Source information »

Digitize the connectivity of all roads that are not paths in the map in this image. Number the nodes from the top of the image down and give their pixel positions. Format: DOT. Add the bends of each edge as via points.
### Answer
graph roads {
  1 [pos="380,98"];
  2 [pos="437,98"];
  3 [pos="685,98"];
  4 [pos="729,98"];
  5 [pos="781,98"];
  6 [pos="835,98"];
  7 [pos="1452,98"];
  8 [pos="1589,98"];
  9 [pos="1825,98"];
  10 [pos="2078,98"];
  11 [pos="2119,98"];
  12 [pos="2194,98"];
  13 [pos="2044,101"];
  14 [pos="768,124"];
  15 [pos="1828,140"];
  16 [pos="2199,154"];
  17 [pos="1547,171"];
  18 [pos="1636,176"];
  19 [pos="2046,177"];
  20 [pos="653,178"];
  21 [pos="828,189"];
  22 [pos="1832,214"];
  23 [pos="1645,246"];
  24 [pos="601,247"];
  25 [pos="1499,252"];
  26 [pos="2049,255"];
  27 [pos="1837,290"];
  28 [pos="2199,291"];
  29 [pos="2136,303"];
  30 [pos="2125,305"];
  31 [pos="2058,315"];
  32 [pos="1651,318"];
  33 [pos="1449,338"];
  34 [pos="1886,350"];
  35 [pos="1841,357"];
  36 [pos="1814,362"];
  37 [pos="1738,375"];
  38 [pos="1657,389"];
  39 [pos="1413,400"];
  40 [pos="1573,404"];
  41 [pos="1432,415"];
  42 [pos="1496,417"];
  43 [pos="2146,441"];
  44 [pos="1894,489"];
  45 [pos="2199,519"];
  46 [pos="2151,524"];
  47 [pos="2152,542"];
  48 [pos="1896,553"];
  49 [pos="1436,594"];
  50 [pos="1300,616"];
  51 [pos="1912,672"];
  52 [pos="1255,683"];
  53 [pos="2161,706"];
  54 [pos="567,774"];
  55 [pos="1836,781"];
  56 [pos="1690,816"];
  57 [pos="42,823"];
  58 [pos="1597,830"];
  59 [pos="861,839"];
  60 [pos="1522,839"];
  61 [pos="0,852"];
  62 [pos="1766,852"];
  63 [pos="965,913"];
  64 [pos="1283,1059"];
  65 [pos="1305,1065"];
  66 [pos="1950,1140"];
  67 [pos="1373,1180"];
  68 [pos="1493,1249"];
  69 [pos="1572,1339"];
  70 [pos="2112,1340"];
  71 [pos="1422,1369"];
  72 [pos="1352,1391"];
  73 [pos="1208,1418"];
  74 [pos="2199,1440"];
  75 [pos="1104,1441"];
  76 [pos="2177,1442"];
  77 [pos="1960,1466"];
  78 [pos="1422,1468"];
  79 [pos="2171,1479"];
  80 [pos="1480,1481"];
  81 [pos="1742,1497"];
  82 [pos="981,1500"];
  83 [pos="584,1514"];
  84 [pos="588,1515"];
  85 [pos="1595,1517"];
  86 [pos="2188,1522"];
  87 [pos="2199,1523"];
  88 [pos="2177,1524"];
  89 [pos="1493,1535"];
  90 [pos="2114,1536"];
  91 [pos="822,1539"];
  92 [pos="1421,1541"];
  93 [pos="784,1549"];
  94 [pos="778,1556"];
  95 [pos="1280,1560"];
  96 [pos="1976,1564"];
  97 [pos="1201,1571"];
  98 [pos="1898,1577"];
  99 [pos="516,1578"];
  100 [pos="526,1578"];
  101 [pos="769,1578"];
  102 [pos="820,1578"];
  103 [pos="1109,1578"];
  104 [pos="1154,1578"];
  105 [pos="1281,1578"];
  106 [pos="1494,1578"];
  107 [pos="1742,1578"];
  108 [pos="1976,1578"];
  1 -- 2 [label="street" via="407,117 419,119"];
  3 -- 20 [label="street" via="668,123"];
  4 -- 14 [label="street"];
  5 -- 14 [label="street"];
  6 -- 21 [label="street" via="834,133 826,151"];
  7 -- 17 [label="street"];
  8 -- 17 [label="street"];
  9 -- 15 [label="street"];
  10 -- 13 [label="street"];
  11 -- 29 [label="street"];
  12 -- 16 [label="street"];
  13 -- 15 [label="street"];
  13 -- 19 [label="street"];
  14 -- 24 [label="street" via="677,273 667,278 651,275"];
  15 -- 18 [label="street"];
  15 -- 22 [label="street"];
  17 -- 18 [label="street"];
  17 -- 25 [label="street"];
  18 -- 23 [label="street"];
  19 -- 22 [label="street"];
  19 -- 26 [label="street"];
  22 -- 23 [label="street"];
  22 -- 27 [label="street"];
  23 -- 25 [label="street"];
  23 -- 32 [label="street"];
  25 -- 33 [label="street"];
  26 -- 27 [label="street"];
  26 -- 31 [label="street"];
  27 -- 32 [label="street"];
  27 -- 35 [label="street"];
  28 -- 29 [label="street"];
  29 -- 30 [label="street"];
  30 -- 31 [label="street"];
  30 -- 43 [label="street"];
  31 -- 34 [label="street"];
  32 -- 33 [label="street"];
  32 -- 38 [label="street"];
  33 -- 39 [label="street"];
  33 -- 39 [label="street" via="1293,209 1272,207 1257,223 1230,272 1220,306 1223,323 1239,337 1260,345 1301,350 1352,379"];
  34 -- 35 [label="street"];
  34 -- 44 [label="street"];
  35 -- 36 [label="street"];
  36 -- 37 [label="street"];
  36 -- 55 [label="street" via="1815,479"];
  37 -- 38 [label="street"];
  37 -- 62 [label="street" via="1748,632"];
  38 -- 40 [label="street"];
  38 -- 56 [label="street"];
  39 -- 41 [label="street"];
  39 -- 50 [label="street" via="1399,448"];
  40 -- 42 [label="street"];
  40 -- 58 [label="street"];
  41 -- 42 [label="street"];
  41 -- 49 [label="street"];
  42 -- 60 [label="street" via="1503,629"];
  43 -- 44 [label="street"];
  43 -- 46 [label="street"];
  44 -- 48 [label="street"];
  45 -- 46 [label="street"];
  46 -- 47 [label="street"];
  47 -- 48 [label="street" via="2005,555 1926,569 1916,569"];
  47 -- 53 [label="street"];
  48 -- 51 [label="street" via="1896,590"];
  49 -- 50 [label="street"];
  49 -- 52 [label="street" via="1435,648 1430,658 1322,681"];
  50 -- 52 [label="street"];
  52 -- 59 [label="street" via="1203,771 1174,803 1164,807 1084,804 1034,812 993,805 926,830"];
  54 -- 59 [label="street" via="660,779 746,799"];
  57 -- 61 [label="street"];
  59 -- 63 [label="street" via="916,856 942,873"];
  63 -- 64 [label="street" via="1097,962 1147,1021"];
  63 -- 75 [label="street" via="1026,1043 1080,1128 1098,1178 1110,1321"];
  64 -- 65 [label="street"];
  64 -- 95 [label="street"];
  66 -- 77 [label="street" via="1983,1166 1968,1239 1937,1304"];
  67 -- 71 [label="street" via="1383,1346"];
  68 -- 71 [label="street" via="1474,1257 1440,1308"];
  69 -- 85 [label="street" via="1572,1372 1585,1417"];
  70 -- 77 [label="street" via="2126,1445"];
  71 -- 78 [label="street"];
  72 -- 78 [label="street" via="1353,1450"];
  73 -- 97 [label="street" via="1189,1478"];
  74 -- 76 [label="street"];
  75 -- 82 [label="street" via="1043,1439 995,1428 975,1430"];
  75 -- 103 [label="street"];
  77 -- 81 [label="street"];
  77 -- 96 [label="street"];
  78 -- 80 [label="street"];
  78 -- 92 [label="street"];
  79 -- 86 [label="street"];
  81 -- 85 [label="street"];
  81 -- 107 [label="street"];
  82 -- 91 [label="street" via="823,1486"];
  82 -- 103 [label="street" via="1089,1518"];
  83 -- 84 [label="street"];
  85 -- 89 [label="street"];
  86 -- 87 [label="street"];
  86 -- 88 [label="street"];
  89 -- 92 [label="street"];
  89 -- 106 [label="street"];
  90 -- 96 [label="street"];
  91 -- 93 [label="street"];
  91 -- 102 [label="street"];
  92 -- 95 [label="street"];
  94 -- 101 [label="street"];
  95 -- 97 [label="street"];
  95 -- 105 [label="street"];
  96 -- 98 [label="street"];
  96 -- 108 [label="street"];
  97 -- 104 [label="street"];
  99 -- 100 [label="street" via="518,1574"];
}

Assignment »
Identify the lines above that contain the word "roads", then copy them.

Exercise solution »
Digitize the connectivity of all roads that are not paths in the map in this image. Number the nodes from the top of the image down and give their pixel positions. Format: DOT. Add the bends of each edge as via points.
graph roads {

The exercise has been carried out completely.